XL Surges Back To Profitability

February 9, 2011

resize_xlBermuda headquartered XL Group PLC yesterday [Feb. 8] posted a fiscal fourth-quarter profit as investment losses plunged and net premiums earned at its core business spiked.

The global property and casualty insurer has benefitted from smaller investment losses in recent quarters. In November, Standard & Poor’s Ratings Services lifted its outlook on the company to stable, indicating a near-term downgrade is unlikely as XL Group has removed risk in its investment portfolio while sustaining strong operating results.

Incorporated in Ireland but with executive offices on Bermudiana Road in Hamilton, XL reported a profit of $195.4 million, compared with a year-earlier loss of $34.7 million. On a per-share basis, which includes preferred dividends, it swung to 57-cent earnings from a prior-year loss of 12 cents a share. Operating income, which excludes items such as investment gains and losses, rose to 74 cents from 63 cents.

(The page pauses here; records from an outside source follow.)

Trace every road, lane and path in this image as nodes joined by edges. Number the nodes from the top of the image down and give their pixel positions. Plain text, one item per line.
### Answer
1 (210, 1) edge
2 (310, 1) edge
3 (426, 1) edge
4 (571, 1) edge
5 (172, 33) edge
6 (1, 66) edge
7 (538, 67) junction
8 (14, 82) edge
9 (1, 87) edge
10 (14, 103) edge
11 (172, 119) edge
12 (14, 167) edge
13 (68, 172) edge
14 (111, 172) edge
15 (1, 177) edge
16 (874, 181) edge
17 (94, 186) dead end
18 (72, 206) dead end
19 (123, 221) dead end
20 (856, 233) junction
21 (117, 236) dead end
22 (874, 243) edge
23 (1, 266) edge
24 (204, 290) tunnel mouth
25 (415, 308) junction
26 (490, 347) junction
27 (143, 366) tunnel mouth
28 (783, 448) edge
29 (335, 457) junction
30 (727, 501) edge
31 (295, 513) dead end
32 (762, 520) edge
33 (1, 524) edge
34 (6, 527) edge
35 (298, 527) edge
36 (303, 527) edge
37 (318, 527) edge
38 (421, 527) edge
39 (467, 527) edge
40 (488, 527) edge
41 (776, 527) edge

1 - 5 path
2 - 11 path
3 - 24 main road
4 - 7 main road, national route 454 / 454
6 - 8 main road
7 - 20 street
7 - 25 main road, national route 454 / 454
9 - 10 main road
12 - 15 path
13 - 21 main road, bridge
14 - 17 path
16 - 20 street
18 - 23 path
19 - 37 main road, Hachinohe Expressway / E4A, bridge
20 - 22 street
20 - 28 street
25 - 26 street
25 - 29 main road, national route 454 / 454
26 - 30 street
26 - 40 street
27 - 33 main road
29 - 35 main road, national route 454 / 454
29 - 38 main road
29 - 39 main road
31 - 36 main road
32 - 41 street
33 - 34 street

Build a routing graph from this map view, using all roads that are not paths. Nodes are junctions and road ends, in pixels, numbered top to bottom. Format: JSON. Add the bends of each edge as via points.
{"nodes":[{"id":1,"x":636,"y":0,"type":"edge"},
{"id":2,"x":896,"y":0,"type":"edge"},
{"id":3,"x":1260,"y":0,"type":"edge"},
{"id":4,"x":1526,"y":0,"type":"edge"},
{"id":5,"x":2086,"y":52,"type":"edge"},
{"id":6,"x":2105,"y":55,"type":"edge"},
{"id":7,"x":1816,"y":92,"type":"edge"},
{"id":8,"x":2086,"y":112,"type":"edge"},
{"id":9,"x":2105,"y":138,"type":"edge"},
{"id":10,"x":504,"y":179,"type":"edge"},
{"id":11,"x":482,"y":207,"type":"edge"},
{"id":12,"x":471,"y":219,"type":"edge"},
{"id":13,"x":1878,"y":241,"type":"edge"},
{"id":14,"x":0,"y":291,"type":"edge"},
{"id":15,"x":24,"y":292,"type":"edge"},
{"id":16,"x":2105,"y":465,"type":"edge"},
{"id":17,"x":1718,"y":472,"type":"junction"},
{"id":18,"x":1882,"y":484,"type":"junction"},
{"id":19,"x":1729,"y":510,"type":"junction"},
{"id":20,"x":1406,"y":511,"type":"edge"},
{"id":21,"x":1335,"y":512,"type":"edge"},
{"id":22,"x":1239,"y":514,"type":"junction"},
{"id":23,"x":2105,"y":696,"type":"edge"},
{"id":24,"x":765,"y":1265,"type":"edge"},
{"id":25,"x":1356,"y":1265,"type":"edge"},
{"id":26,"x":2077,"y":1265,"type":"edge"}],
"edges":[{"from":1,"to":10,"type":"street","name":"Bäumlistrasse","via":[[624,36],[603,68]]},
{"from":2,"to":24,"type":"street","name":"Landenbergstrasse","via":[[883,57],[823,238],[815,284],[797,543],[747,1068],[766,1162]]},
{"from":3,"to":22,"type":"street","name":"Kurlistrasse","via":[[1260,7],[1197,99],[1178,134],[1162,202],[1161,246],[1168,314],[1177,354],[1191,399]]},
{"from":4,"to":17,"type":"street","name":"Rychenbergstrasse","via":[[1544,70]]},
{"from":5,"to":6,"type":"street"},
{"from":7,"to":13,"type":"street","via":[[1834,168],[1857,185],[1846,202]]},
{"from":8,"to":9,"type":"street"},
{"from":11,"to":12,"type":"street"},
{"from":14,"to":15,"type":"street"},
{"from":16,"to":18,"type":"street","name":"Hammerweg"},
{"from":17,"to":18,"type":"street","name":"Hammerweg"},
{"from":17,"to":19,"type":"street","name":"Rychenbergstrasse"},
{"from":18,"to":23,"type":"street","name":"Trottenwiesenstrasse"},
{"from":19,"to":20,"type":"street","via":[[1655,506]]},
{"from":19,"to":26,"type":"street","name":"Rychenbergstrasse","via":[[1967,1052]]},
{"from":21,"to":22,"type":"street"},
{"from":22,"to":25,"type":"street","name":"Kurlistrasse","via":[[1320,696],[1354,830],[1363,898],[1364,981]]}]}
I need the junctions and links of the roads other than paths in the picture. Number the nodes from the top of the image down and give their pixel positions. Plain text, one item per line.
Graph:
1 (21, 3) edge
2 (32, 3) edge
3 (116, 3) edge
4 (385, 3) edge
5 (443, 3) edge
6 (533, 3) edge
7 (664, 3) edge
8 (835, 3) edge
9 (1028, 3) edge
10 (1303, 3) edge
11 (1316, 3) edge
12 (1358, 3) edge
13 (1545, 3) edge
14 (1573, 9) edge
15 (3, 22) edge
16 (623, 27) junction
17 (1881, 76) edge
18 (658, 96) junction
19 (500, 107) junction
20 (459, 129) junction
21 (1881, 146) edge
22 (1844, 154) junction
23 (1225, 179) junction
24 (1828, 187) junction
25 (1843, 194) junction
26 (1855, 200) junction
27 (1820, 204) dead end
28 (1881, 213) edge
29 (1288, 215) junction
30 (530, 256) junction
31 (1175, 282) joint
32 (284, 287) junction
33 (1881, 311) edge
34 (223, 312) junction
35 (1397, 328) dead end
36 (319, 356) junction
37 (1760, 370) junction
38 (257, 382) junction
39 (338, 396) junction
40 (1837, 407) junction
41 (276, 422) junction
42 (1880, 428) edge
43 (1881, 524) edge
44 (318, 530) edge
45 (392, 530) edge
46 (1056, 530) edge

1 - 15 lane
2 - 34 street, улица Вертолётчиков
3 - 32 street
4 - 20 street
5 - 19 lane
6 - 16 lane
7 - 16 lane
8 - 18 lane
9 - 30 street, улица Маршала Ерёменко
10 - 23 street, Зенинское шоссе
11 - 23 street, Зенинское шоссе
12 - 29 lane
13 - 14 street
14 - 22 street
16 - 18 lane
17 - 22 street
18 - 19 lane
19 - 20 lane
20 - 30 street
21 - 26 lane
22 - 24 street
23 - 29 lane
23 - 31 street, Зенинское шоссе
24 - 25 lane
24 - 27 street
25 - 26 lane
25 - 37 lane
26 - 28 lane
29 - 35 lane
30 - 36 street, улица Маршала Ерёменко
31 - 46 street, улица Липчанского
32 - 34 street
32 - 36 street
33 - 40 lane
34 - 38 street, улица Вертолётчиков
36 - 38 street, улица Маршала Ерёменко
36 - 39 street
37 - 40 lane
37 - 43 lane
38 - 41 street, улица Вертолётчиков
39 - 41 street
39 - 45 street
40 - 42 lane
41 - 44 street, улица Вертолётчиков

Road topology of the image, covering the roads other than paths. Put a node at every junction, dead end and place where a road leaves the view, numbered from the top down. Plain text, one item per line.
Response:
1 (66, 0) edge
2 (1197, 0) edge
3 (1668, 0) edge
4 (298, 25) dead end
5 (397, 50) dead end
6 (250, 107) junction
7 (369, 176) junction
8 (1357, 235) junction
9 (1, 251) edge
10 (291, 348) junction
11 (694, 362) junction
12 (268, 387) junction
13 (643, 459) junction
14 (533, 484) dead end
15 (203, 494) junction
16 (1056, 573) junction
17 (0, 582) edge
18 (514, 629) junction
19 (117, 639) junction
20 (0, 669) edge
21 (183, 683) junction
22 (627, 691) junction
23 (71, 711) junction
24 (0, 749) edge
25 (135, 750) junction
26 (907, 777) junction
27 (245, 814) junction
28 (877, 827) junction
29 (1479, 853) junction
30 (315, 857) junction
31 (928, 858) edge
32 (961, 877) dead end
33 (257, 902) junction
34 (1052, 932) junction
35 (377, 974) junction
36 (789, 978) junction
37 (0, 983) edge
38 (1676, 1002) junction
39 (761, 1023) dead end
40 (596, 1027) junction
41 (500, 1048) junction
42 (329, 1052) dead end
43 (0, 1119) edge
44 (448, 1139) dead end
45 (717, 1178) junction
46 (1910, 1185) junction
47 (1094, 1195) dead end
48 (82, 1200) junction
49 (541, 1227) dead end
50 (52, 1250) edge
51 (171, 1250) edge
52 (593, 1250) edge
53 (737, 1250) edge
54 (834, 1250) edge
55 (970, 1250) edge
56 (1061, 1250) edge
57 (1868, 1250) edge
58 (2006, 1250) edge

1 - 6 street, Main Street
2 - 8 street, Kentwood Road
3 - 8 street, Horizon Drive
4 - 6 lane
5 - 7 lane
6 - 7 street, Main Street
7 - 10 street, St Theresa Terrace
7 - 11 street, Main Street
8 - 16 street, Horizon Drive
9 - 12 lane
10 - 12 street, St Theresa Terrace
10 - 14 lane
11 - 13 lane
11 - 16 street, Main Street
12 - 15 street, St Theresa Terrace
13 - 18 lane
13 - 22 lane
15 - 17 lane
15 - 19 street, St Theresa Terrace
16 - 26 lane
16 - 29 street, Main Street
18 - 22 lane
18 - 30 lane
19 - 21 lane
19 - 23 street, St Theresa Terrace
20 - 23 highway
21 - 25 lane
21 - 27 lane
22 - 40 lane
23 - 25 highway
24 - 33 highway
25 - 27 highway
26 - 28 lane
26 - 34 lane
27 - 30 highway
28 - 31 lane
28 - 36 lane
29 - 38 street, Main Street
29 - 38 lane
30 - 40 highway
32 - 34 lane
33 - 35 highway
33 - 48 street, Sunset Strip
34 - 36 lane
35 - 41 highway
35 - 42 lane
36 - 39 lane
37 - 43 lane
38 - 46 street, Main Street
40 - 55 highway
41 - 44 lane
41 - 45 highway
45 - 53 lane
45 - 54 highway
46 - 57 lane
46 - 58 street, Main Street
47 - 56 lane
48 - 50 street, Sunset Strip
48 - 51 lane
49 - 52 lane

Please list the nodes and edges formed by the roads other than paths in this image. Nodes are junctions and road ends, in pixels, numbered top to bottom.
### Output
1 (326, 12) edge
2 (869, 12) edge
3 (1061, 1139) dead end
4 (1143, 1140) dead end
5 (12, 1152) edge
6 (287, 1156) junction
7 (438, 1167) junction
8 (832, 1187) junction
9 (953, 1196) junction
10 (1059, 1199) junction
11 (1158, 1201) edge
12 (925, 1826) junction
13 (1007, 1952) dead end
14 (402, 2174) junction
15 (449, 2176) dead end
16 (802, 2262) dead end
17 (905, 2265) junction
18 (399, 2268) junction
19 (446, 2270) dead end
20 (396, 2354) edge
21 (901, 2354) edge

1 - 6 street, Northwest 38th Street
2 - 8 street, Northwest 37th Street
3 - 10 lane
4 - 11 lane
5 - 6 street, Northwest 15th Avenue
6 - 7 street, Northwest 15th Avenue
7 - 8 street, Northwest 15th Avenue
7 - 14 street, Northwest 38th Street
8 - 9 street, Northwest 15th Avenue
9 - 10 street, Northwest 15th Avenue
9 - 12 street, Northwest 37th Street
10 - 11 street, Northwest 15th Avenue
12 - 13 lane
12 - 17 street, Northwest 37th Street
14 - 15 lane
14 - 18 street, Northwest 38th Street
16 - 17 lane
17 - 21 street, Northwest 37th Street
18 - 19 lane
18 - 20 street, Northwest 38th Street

Net premiums earnings in the property-and-casualty operations rose 2.2% to $1.28 billion.

The combined ratio, or the percentage of premiums paid out on losses and expenses, fell to 91.4% from 96.4% in the P&C business.

Net realized investment losses plunged 61% to $99.3 million.

The latest quarter included $30.3 million in natural catastrophe losses, net of restatement premiums, compared with a favorable impact of $5.5 million in the year-earlier quarter.

Commenting on the company’s performance, CEO Mike McGavick said: “XL’s fourth quarter results demonstrated progress in several key elements driving shareholder value. Our P&C operations’ 91.4% combined ratio benefited from outstanding performance from our Reinsurance segment, positive prior year development and sustained operating efficiency.

“We received our license to offer insurance in China and added experienced teams in lines we believe offer prospects for strategic growth. Our on-going risk management discipline resulted in our catastrophe losses being at the low end of the expected range, with only modest changes to our initial estimates for the New Zealand earthquake.

“We reduced exposures to non-core holdings, and we continued to return excess capital through share buybacks. We believe XL is in a solid position to meet the challenges of current market conditions and the opportunities that will come as conditions improve.”

The company also announced that fourth quarter natural catastrophe losses include $23.3 million related to flooding in Australia. Based on preliminary data available, the company’s first quarter losses related to flooding in Australia are expected to range between an additional $75.0 million and $95.0 million.

The company’s estimates are based on its review of individual treaties and policies expected to be impacted and client data received to date. The company’s loss estimates involve the exercise of considerable judgment and are accordingly subject to revision.

XL said improvement in operating net income compared to the prior year quarter was driven by an increase in P&C underwriting income, where premiums written and earned have increased and combined ratios during the quarter have improved by 5.0 points over the prior year quarter.

Net investment income for the quarter was $290.4 million compared to $316.4 million in the prior year quarter. The decline was due to the impact of lower US interest rates on the P&C portfolio and changes in foreign exchange rates on the Life portfolio.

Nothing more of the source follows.